Oratore instancabile nei suoi giorni migliori, Gabriele Giulini purtroppo è sempre più un uomo muto e solo, senza risposte. Chi dovrebbe rappresentarlo – Paolo Ostinelli – una figura inesistente. Il Bellinzona è sull’orlo del baratro e le due righe finalmente spedite in Lega hanno le sembianze di un ultimo disperato tentativo di negare l’evidenza. In sostanza il club ha chiesto di poter derogare fino a metà marzo. Ma di spiegazioni nemmeno l’ombra. Ed evidentemente non può bastare. Inutile far cifre, ma si parla di milioni. Un buco che si è accentuato con le ultime a questo punto incomprensibili operazioni condotte in inverno. Quando già la spia dell’allarme era accesa e suggeriva perlomeno prudenza.

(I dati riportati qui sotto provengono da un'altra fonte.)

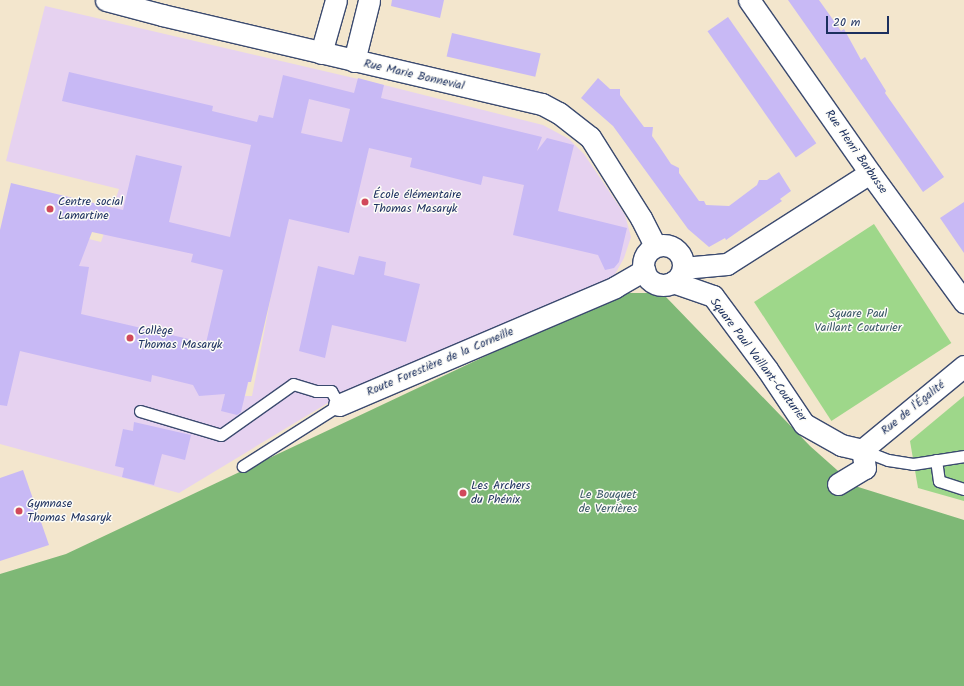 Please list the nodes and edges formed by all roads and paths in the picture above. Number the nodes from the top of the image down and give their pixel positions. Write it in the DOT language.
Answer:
graph roads {
  1 [pos="106,0"];
  2 [pos="336,0"];
  3 [pos="749,0"];
  4 [pos="369,1"];
  5 [pos="321,53"];
  6 [pos="354,61"];
  7 [pos="870,173"];
  8 [pos="655,246"];
  9 [pos="644,270"];
  10 [pos="678,275"];
  11 [pos="964,302"];
  12 [pos="964,366"];
  13 [pos="339,405"];
  14 [pos="140,411"];
  15 [pos="862,450"];
  16 [pos="964,456"];
  17 [pos="936,460"];
  18 [pos="243,466"];
  19 [pos="838,484"];
  20 [pos="964,489"];
  1 -- 5 [label="street, Rue Marie Bonnevial"];
  2 -- 5 [label="street"];
  3 -- 7 [label="street, Rue Henri Barbusse"];
  4 -- 6 [label="street"];
  5 -- 6 [label="street, Rue Marie Bonnevial"];
  6 -- 8 [label="street, Rue Marie Bonnevial"];
  7 -- 10 [label="street"];
  7 -- 11 [label="street, Rue Henri Barbusse"];
  8 -- 9 [label="street"];
  8 -- 10 [label="street"];
  9 -- 10 [label="street"];
  9 -- 13 [label="street, Route Forestière de la Corneille"];
  10 -- 15 [label="street, Square Paul Vaillant-Couturier"];
  12 -- 15 [label="street, Rue de l'Égalité"];
  13 -- 14 [label="lane"];
  13 -- 18 [label="lane, Route Forestière de la Corneille"];
  15 -- 17 [label="lane"];
  15 -- 19 [label="street"];
  16 -- 17 [label="lane"];
  17 -- 20 [label="lane"];
}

A questo punto i giocatori formalmente sono liberi di eventualmente accasarsi altrove, ma per ora non dovrebbero esserci defezioni per la trasferta di Aarau di lunedì. Per una partita che in teoria varrebbe mezza promozione, ma che a questo punto potrebbe anche rivelarsi il triste capolinea di un secolo di storia. Aarau che era stato nel 2003 anche l’ultimo avversario del Football Club Lugano prima del fallimento. E a proposito di bianconeri occhio, perché anche a Cornaredo e dintorni la licenza per la prossima stagione non sarebbe sicurissima.
Omar Gargantini
Gallery audio - Bellinzona, è davvero finita?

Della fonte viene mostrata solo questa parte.